Please find all lines in the data that hold the string "Budovateľská" and copy them.

----

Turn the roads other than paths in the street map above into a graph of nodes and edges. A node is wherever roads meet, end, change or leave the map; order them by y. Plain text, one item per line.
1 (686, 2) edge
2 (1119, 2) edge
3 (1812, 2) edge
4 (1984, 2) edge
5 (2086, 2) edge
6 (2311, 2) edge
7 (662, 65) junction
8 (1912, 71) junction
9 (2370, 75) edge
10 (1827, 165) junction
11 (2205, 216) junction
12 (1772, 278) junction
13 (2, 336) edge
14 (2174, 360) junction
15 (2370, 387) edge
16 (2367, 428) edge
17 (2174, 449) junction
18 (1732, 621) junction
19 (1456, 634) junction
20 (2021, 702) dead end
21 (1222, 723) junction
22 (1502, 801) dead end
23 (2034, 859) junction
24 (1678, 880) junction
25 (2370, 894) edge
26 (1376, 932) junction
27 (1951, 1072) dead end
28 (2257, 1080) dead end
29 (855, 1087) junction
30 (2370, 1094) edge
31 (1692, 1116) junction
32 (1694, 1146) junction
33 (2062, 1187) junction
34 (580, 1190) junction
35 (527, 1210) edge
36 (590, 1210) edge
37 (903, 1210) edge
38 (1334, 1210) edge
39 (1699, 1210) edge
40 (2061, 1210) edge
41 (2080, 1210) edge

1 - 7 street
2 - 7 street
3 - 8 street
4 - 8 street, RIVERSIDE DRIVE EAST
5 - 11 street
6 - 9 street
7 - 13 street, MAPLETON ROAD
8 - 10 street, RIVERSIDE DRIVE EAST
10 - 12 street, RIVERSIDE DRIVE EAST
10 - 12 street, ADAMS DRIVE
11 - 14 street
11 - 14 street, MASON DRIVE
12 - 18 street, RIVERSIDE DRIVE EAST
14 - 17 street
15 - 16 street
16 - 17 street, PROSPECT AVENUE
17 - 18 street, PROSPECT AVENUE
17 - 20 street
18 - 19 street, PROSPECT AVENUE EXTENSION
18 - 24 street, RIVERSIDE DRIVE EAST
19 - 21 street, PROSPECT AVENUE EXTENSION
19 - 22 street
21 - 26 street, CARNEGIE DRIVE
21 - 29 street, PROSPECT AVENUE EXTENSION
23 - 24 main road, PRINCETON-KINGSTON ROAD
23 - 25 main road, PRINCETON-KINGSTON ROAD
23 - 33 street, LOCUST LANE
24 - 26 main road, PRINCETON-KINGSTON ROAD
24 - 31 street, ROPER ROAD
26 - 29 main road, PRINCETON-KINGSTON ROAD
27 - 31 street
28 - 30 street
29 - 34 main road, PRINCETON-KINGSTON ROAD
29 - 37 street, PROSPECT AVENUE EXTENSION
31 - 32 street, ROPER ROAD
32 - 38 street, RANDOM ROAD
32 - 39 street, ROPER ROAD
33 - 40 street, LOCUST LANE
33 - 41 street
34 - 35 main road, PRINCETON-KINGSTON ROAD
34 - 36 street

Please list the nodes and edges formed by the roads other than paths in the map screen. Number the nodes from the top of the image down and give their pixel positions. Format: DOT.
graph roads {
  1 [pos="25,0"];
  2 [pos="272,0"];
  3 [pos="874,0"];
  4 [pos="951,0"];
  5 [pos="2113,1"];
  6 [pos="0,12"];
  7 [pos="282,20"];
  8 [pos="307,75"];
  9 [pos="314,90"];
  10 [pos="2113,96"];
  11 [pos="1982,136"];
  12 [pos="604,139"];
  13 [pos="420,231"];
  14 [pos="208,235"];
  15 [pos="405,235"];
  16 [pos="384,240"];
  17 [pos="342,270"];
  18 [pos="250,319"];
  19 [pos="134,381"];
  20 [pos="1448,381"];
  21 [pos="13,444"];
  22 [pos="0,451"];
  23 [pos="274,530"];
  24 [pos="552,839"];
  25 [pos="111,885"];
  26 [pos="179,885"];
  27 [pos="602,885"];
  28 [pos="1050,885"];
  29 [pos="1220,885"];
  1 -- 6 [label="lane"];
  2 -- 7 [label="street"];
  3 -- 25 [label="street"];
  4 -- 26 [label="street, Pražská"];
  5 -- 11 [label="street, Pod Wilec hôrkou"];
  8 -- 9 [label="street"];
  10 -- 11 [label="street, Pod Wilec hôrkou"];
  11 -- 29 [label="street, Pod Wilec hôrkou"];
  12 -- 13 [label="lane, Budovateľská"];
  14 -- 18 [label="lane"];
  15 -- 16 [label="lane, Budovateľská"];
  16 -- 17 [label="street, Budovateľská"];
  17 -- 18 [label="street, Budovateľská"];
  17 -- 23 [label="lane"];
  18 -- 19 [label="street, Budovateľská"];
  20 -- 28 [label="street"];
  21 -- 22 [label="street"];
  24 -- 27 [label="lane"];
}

----

#### TASK ANSWER
  12 -- 13 [label="lane, Budovateľská"];
  15 -- 16 [label="lane, Budovateľská"];
  16 -- 17 [label="street, Budovateľská"];
  17 -- 18 [label="street, Budovateľská"];
  18 -- 19 [label="street, Budovateľská"];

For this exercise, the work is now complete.